I. Factual Background
In July 2000, the Rutherford County Grand Jury returned an indictment charging the appellant with possession of .5 grams or more of cocaine with the intent to deliver or sell. A trial on this charge was held on November 15 and 16, 2000.
The facts underlying the appellant's conviction are largely undisputed. Kenneth Cooper, a confidential informant, and Detective Nick Watson, of the La Vergne Police Department, set up a "reverse sting" in which the appellant would purchase a kilo of cocaine from Detective Watson for a purchase price of $23,500. After several conversations regarding the transaction, the three men agreed to meet at a BP gasoline station on February 17, 2000. From this location, the three men immediately proceeded to the Food Lion grocery store on Murfreesboro Road. Detective Watson had previously arranged for a surveillance team to be waiting at the Food Lion.
Upon their arrival at the grocery store, Detective Watson contacted Lieutenant Al Watson, who was to act as his "supplier." Lieutenant Watson brought Detective Watson a bag containing a small, clear, plastic sample bag of cocaine and a "kilo"of cocaine. In reality, the "kilo" was sugar which had been hardened and packaged to resemble cocaine. The appellant felt of the "kilo" twice and inspected the sample package. Then the appellant confessed that he did not have the money to purchase the "kilo," and he returned the bag containing the sample and the "kilo" to Lieutenant Watson. The appellant pled with Detective Watson to allow him until the next day to attempt to obtain the funds to purchase the kilo and asked Cooper to accompany him while he attempted to obtain the money. Whereupon, Cooper and the appellant traveled around Nashville, ultimately collecting approximately $10,000. The appellant inquired about purchasing one half of a kilo of cocaine, but Detective Watson was reluctant to make such a sale.

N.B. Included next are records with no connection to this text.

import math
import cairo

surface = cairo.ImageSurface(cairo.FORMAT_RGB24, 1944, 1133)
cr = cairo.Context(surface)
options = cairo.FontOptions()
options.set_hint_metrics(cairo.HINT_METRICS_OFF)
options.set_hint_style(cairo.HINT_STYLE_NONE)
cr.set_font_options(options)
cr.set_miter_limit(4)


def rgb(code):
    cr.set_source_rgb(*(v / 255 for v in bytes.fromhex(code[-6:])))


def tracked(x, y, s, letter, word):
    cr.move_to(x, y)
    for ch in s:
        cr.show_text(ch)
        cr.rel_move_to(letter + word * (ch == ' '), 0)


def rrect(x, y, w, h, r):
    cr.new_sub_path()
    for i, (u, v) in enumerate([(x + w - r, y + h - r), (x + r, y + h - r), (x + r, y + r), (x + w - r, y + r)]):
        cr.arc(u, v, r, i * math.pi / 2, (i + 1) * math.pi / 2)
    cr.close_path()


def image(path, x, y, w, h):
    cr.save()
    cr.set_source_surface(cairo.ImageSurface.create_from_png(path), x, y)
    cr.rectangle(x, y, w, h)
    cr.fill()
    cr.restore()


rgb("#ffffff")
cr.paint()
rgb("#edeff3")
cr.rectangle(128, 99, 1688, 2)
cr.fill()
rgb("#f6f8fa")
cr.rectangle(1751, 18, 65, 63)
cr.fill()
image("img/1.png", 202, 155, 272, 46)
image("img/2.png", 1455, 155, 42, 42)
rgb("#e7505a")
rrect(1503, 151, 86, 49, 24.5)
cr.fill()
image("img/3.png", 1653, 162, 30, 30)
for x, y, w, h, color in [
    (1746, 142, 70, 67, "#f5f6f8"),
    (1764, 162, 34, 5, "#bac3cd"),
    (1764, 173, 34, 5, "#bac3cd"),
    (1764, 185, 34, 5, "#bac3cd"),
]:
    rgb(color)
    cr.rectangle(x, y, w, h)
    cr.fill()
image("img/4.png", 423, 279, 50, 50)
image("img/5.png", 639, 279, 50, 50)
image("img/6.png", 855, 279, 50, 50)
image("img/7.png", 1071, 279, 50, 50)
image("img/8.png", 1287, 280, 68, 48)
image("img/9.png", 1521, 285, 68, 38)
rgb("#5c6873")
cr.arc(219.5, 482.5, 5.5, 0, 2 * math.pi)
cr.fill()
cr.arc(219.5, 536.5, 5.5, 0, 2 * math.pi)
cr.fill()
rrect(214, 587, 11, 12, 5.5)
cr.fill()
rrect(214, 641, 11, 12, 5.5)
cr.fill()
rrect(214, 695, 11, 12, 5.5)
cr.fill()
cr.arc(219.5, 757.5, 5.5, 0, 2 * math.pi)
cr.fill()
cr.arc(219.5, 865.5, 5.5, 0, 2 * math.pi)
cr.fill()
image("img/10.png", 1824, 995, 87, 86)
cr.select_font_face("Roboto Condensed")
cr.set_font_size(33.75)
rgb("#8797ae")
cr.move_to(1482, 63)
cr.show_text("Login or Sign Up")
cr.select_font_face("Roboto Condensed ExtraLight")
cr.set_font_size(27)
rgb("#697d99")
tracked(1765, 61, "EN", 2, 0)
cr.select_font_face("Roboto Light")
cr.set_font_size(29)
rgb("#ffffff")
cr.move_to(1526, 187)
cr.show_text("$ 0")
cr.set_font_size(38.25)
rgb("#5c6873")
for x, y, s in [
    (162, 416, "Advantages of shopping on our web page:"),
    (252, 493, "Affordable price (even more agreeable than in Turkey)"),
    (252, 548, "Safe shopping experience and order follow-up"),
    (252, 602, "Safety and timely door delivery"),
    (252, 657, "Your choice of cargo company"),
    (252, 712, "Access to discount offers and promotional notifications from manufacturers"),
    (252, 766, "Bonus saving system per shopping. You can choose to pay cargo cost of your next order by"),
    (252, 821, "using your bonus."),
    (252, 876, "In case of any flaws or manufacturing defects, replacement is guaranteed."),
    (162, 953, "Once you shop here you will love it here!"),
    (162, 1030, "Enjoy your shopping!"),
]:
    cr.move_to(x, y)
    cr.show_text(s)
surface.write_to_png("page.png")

The next day, February 18, 2000, after agreeing to sell the appellant one half of a kilo of cocaine, Detective Watson again met the appellant at Food Lion. Upon his arrival, the appellant sat in the detective's undercover vehicle and the two men discussed the impending transaction and future drug deals. The appellant then showed Detective Watson a large amount of money in his billfold, but he did not give the money to Detective Watson. After seeing the money, Detective Watson obtained the one half of a "kilo" and the sample package from Lieutenant Watson and handed the bag containing the drugs to the appellant. Detective Watson then relayed the "take down phrase" and the appellant was arrested. Detective David Loftis of the La Vergne Police Department was part of the "take down" team and he saw the appellant in possession of the bag containing the cocaine at the time of the arrest. Subsequent to the arrest, the police searched the appellant and discovered the bag containing the cocaine, $9,073 in cash, a diamond cluster ring, other jewelry, and cellular telephones.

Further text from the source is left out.